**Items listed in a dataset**
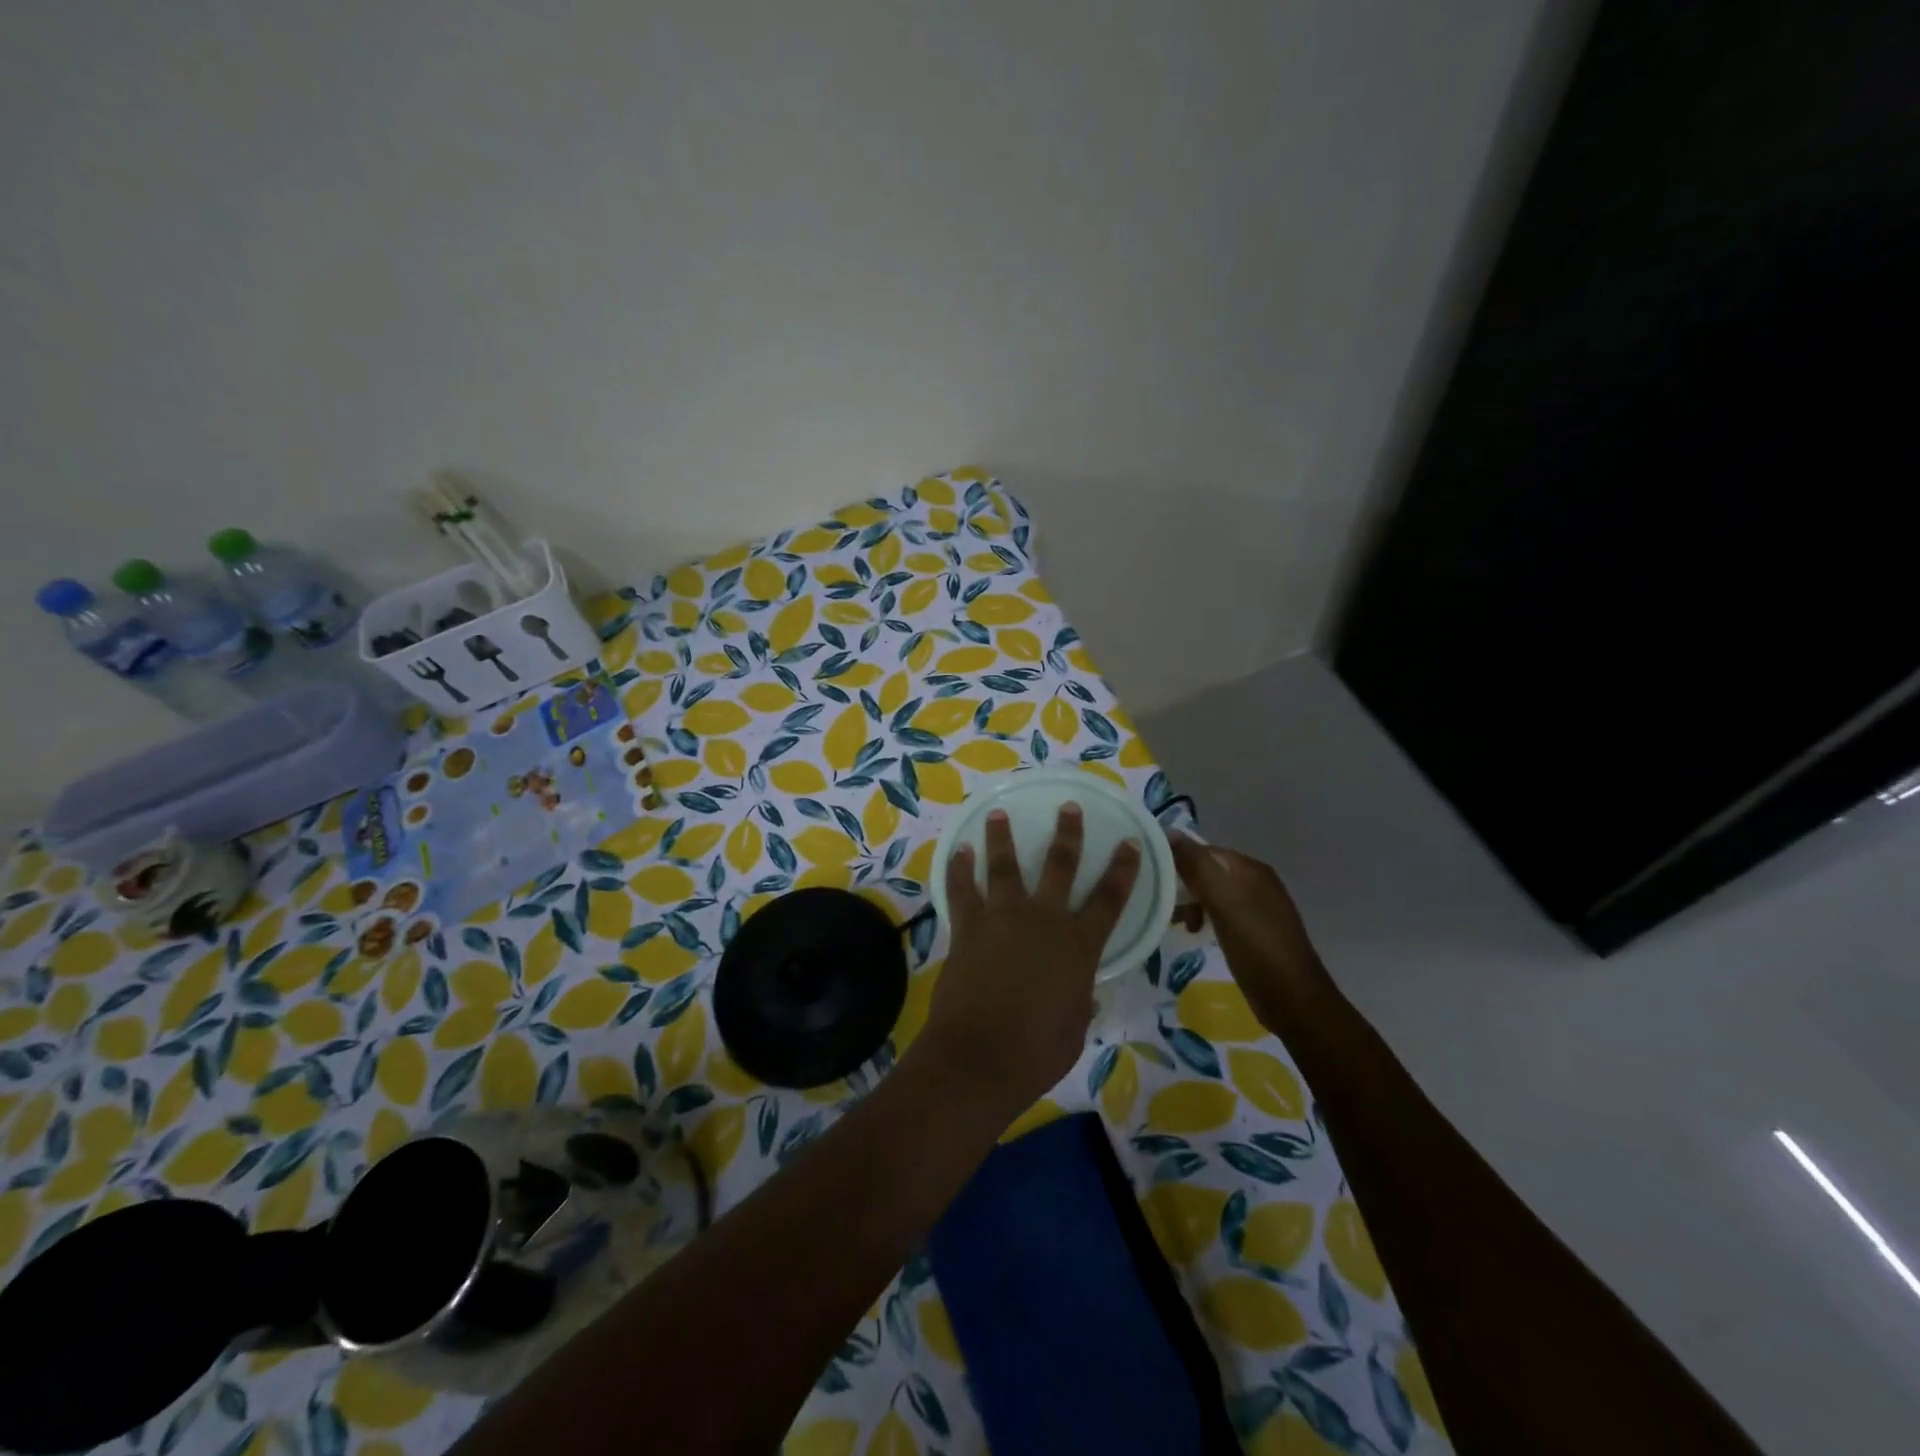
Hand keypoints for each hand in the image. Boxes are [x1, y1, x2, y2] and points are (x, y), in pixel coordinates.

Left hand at [919, 804, 1140, 1119]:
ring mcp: (1002, 918)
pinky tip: (958, 851)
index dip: (1123, 869)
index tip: (1129, 842)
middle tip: (1068, 807)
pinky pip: (961, 890)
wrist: (979, 1057)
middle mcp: (1043, 920)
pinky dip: (959, 869)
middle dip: (1067, 833)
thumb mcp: (1074, 1029)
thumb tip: (1083, 994)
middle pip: (1059, 865)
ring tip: (997, 814)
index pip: (1110, 899)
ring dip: (1001, 837)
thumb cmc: (1036, 1052)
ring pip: (1004, 866)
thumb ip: (1079, 1001)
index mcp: (1078, 946)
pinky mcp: (968, 927)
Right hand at [1169, 835, 1335, 1027]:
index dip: (1177, 859)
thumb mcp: (1222, 902)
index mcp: (1250, 869)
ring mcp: (1257, 907)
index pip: (1204, 850)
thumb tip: (1168, 832)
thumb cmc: (1256, 946)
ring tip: (1176, 922)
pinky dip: (1204, 917)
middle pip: (1208, 871)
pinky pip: (1221, 913)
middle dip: (1182, 883)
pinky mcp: (1255, 931)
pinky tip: (1195, 933)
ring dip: (1191, 902)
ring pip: (1213, 893)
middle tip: (1159, 902)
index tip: (1150, 876)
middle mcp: (1256, 882)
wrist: (1293, 1001)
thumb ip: (1196, 866)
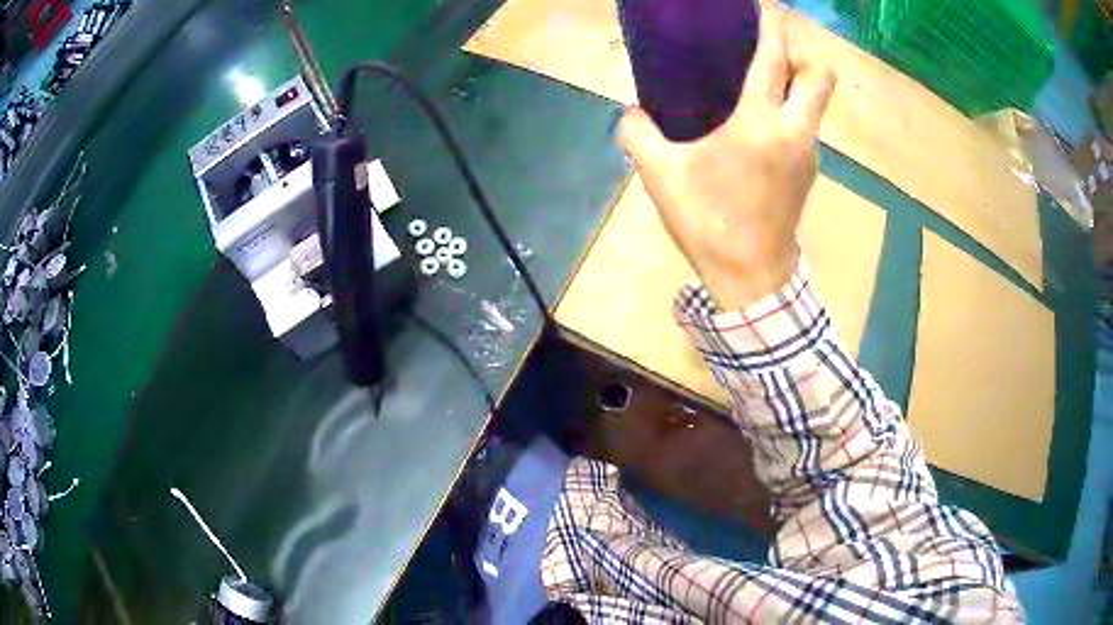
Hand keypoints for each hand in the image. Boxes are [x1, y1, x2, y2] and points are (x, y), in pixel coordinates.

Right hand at [618, 8, 834, 308]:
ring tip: (760, 85)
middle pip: (820, 75)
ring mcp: (808, 152)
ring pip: (817, 101)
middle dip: (800, 53)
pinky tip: (762, 126)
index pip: (774, 57)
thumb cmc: (710, 223)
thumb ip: (638, 133)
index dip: (771, 24)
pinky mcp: (810, 171)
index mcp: (759, 123)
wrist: (751, 277)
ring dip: (796, 83)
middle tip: (768, 53)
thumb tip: (634, 110)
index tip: (762, 5)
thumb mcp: (661, 176)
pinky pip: (808, 125)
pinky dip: (792, 111)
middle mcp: (794, 130)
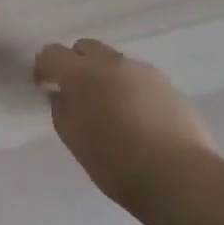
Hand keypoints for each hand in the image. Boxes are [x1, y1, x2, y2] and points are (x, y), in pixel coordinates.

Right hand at [33, 39, 215, 208]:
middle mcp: (112, 62)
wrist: (180, 176)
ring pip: (114, 62)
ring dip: (105, 76)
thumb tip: (61, 95)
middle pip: (85, 47)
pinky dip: (129, 88)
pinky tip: (137, 118)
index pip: (52, 53)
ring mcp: (143, 70)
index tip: (43, 86)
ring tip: (111, 110)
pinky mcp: (167, 84)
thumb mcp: (75, 141)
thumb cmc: (117, 163)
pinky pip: (138, 77)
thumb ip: (62, 111)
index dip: (44, 68)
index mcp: (82, 73)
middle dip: (75, 64)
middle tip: (77, 94)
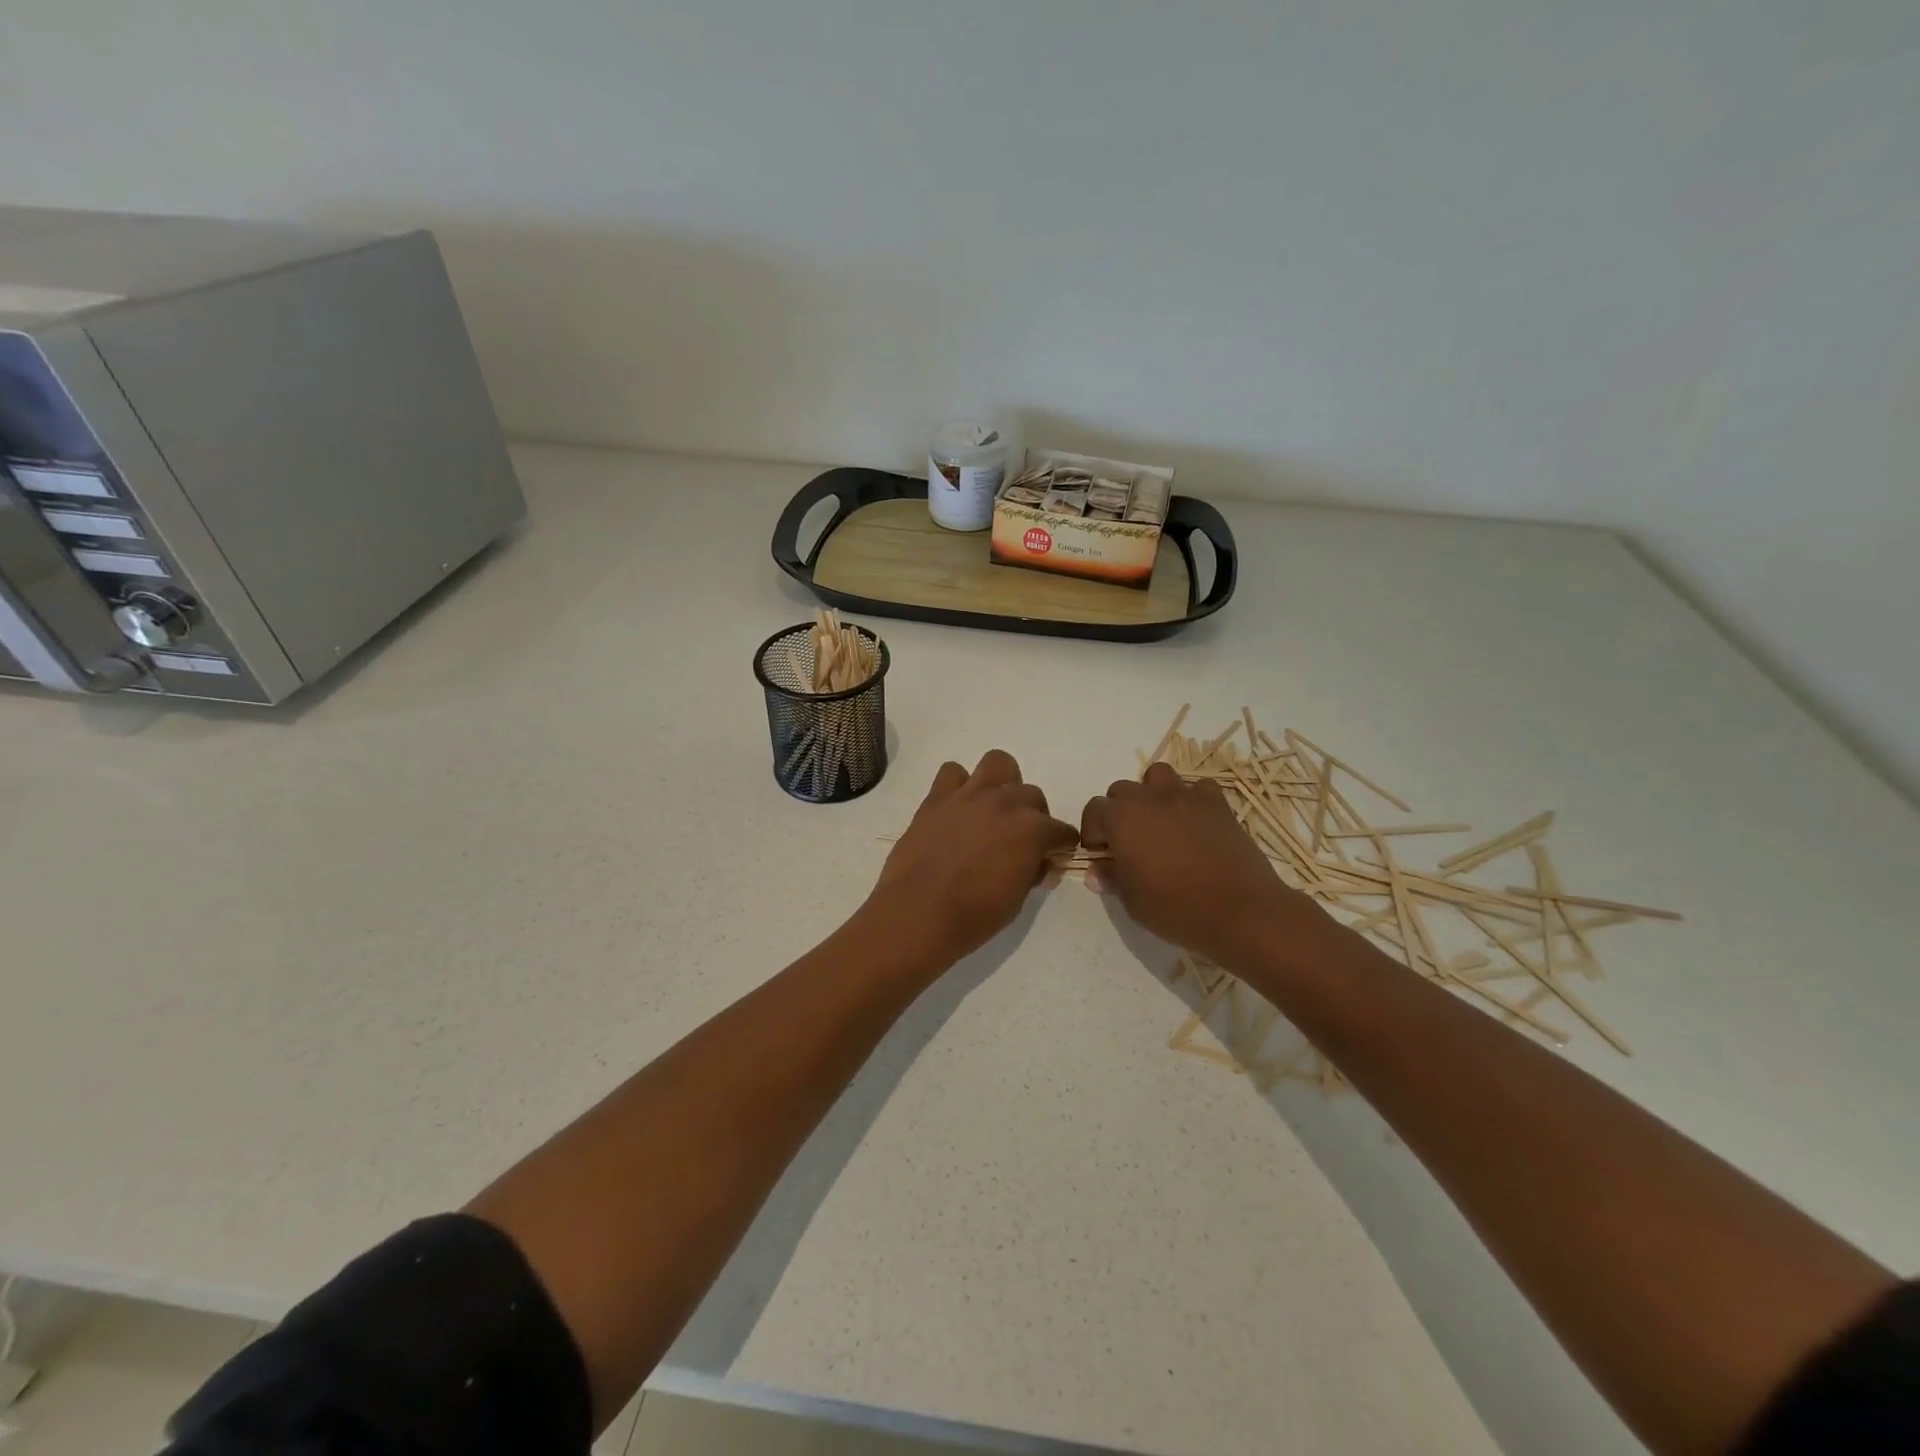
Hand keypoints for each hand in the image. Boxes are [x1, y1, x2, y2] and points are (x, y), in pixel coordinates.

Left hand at [867, 750, 1078, 962]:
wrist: (919, 913)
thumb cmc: (974, 916)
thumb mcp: (1018, 899)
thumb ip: (1032, 871)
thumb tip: (1038, 863)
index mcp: (1032, 830)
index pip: (1062, 831)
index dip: (1059, 846)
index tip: (1050, 858)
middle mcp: (1005, 803)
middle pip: (1032, 795)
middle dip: (1032, 815)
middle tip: (1018, 839)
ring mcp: (969, 796)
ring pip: (998, 763)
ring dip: (1001, 784)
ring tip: (991, 809)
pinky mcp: (937, 797)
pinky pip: (952, 772)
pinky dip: (957, 785)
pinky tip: (955, 809)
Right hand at [1080, 762, 1314, 965]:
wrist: (1242, 911)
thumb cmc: (1177, 908)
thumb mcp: (1132, 901)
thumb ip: (1111, 879)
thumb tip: (1096, 872)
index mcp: (1121, 818)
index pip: (1093, 810)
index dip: (1093, 833)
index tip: (1103, 857)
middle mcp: (1149, 798)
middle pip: (1122, 790)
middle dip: (1119, 812)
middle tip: (1130, 844)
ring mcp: (1186, 796)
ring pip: (1158, 776)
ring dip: (1152, 794)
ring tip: (1160, 824)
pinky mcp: (1217, 803)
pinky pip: (1198, 788)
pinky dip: (1192, 800)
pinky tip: (1195, 824)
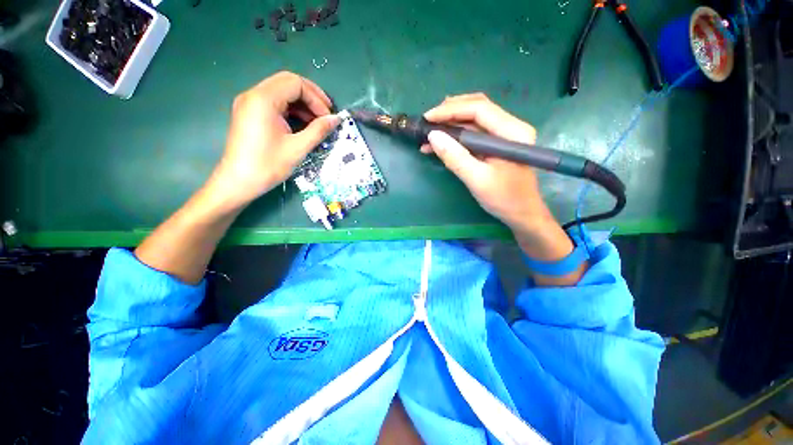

**DESCRIPTION OF THE TASK**
The copy you produce must repeat all the entries exactly and contain no pictures.

**SOLUTION FOR THIS EXERCISE**
Hand keypoints for each hand in the image. Boxes are [x1, y1, x2, y2] and points are (x, y), in pixel coordinates.

Left hand at [919, 804, 1140, 1119]:
ring mcp: (1002, 918)
pinky tip: (958, 851)
index dip: (1123, 869)
index tip: (1129, 842)
middle tip: (1068, 807)
pinky pip: (961, 890)
wrist: (979, 1057)
middle mcp: (1043, 920)
pinky dip: (959, 869)
middle dip: (1067, 833)
thumb mcp: (1074, 1029)
thumb tip: (1083, 994)
middle pip: (1059, 865)
ring tip: (997, 814)
index pip: (1110, 899)
ring dip: (1001, 837)
thumb cmc: (1036, 1052)
ring pip: (1004, 866)
thumb ip: (1079, 1001)
index mcp: (1078, 946)
pinky mcp: (968, 927)
Right hand at [1169, 835, 1335, 1027]:
index dip: (1177, 859)
thumb mcp: (1222, 902)
index mcp: (1250, 869)
ring mcp: (1257, 907)
index pip: (1204, 850)
thumb tip: (1168, 832)
thumb cmc: (1256, 946)
ring tip: (1176, 922)
pinky dip: (1204, 917)
middle pip: (1208, 871)
pinky pip: (1221, 913)
middle dip: (1182, 883)
pinky mcp: (1255, 931)
pinky tip: (1195, 933)
ring dip: (1191, 902)
ring pip: (1213, 893)
middle tip: (1159, 902)
index tip: (1150, 876)
middle mcp: (1256, 882)
wrist: (1293, 1001)
thumb ip: (1196, 866)
Hand keypoints for each hand in the image. Boxes are [x1, y1, x2, y2] and points are (x, y), in pixel coordinates.

Right hand at [618, 8, 834, 308]:
ring tip: (760, 85)
middle pip: (820, 75)
ring mcp: (808, 152)
ring pip: (817, 101)
middle dip: (800, 53)
pinky tip: (762, 126)
index pip: (774, 57)
thumb cmc: (710, 223)
thumb ip: (638, 133)
index dip: (771, 24)
pinky mcp: (810, 171)
index mcp: (759, 123)
wrist: (751, 277)
ring dip: (796, 83)
middle tip: (768, 53)
thumb tip: (634, 110)
index tip: (762, 5)
thumb mcp: (661, 176)
pinky pip: (808, 125)
pinky dip: (792, 111)
middle mcp: (794, 130)
Hand keypoints for each hand in the image. Boxes are [x1, y1, x2, y2] and points are (x, y), in pixel coordinates.

Right hand at [33, 39, 215, 208]:
middle mcp: (112, 62)
wrist: (180, 176)
ring pip: (114, 62)
ring dip: (105, 76)
thumb tip: (61, 95)
middle pip: (85, 47)
pinky dip: (129, 88)
pinky tip: (137, 118)
index pip: (52, 53)
ring mcp: (143, 70)
index tip: (43, 86)
ring tip: (111, 110)
pinky mcp: (167, 84)
thumb mcp: (75, 141)
thumb cmc: (117, 163)
pinky pip: (138, 77)
thumb ip: (62, 111)
index dip: (44, 68)
index mcp: (82, 73)
middle dip: (75, 64)
middle tip: (77, 94)
Hand keypoints for each hand in the image. Boxes are [x1, y1, x2, y2] and points are (x, y), in pixel coordinates.

Left hand at [867, 750, 1078, 962]:
wrist: (919, 913)
thumb cmc: (974, 916)
thumb mcp: (1018, 899)
thumb ip: (1032, 871)
thumb tip: (1038, 863)
index mcp: (1032, 830)
index pip: (1062, 831)
index dip: (1059, 846)
index tip: (1050, 858)
middle mcp: (1005, 803)
middle pip: (1032, 795)
middle dip: (1032, 815)
middle tip: (1018, 839)
ring mcp: (969, 796)
ring pip: (998, 763)
ring dip: (1001, 784)
ring tip: (991, 809)
pinky mcp: (937, 797)
pinky pip: (952, 772)
pinky dip: (957, 785)
pinky tip: (955, 809)
Right hand at [1080, 762, 1314, 965]:
wrist: (1242, 911)
thumb cmc: (1177, 908)
thumb mcp: (1132, 901)
thumb ip: (1111, 879)
thumb tip: (1096, 872)
index mcp: (1121, 818)
index pip: (1093, 810)
index dip: (1093, 833)
index tip: (1103, 857)
middle mcp: (1149, 798)
middle pip: (1122, 790)
middle dip: (1119, 812)
middle tip: (1130, 844)
ring mcp: (1186, 796)
ring pip: (1158, 776)
ring dip: (1152, 794)
ring tip: (1160, 824)
pinky mcp: (1217, 803)
pinky pip: (1198, 788)
pinky dip: (1192, 800)
pinky tip: (1195, 824)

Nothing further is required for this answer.